Catalyst has a large selection of plugins. For example, it has JavaScript generation for Ajax and RIAs using the Catalyst::Plugin::Prototype module (prototype is an Ajax framework). Plugins cover many areas, for example authentication, session management, HTTP negotiation and REST.

Catalyst can also be used with other Ajax frameworks such as jQuery or YUI, the Yahoo! User Interface Library.

== Web server support ==
For development and testing, Catalyst has a built-in simple HTTP server. For production use, Apache, lighttpd, Hiawatha, Cherokee or nginx with FastCGI or mod_perl support is recommended, but any web server with CGI or FastCGI support will work.

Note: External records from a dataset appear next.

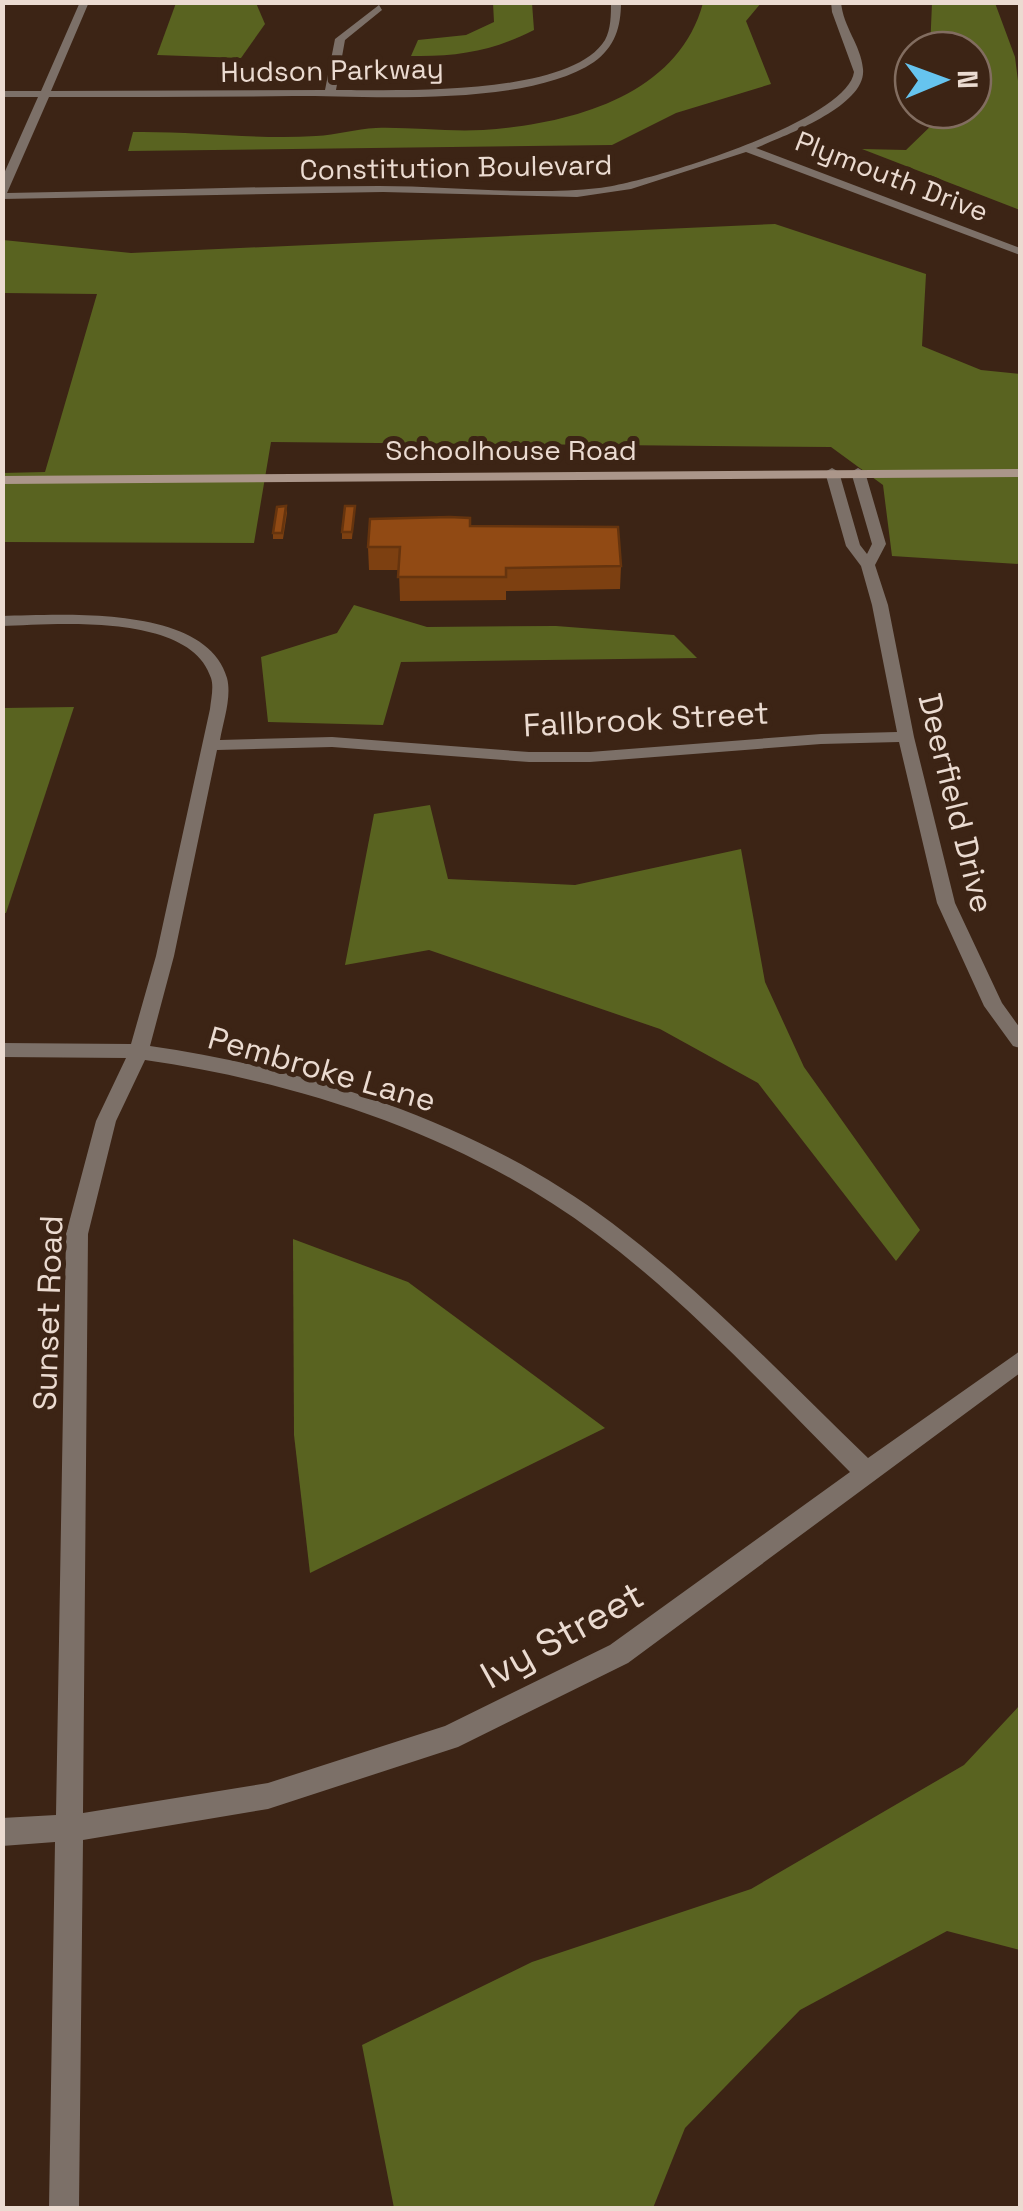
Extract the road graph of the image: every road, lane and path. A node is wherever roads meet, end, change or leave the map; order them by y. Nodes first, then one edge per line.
1 (85, 2) edge
2 (616, 2) edge
3 (836, 2) edge
4 (379, 8) dead end
5 (2, 94) edge
6 (44, 94) junction
7 (330, 94) junction
8 (746, 148) junction
9 (2, 194) edge
10 (1020, 252) edge
11 (832, 472) junction
12 (858, 472) junction
13 (1020, 473) edge
14 (2, 480) edge
15 (868, 565) junction
16 (2, 621) edge
17 (906, 738) junction
18 (210, 746) junction
19 (1020, 1041) edge
20 (2, 1050) edge
21 (139, 1052) junction
22 (1020, 1361) edge
23 (865, 1471) junction
24 (72, 1828) junction
25 (2, 1832) edge
26 (64, 2208) edge

1 - 6 street
2 - 7 street, Hudson Parkway
3 - 8 street, Constitution Boulevard
4 - 7 street
5 - 6 street, Hudson Parkway
6 - 7 street, Hudson Parkway
6 - 9 street
8 - 9 street, Constitution Boulevard
8 - 10 street, Plymouth Drive
11 - 12 street, Schoolhouse Road
11 - 14 street, Schoolhouse Road
11 - 15 street, Deerfield Drive
12 - 13 street, Schoolhouse Road
12 - 15 street, Deerfield Drive
15 - 17 street, Deerfield Drive
16 - 18 street, Sunset Road
17 - 18 street, Fallbrook Street
17 - 19 street, Deerfield Drive
18 - 21 street, Sunset Road
20 - 21 street, Pembroke Lane
21 - 23 street, Pembroke Lane
21 - 24 street, Sunset Road
22 - 23 street, Ivy Street
23 - 24 street, Ivy Street
24 - 25 street, Ivy Street
24 - 26 street, Sunset Road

On Apache, mod_perl can help with performance considerably, though its use might be an issue because it can be unsafe to share multiple applications under mod_perl.

Since early 2008, Catalyst applications can also be deployed using the HTTP::Prefork engine which provides for the deployment of high performance Catalyst applications without a separate web server. Starting with the release of Catalyst 5.9, Catalyst also outputs to the PSGI spec thus it can be run on any Plack server and along with any server or protocol that supports the PSGI spec, including Mongrel2.

== Database support ==
Catalyst can run using any database supported by Perl's DBI (this means almost anything, even a CSV file), but a proper RDBMS or ODBMS is recommended. The database access is entirely abstracted from the programmer's point of view and Catalyst, through one of its model classes, handles access to all databases automatically – though, if needed, using direct SQL queries is possible. This enables database-neutrality, application portability over different database systems, and usability of pre-existing databases for Catalyst application development as much as possible, though due to different feature sets of the RDBMSes, it is not completely guaranteed by the framework alone. Several different RDBMS systems are supported, including MySQL, PostgreSQL, SQLite, IBM Db2, Oracle and Microsoft SQL Server. For ODBMSes, there is explicit support for KiokuDB via Catalyst::Model::KiokuDB. The Model abstraction allows databases of any nature to be accessed via Catalyst::Model::Adaptor.

Many Catalyst-based projects use DBIx::Class as the ORM layer, which provides further abstraction of SQL queries, using a resultset-based API with transparent support for arbitrary joins and other features.

== Uses ==
Websites powered by Catalyst include Magazines.com, bbc.co.uk iPlayer backend, DuckDuckGo's Community Platform, http://flexibase.io and Tripwolf.com.
The MojoMojo wiki engine is written using Catalyst.

YouPorn was powered by Catalyst until 2012.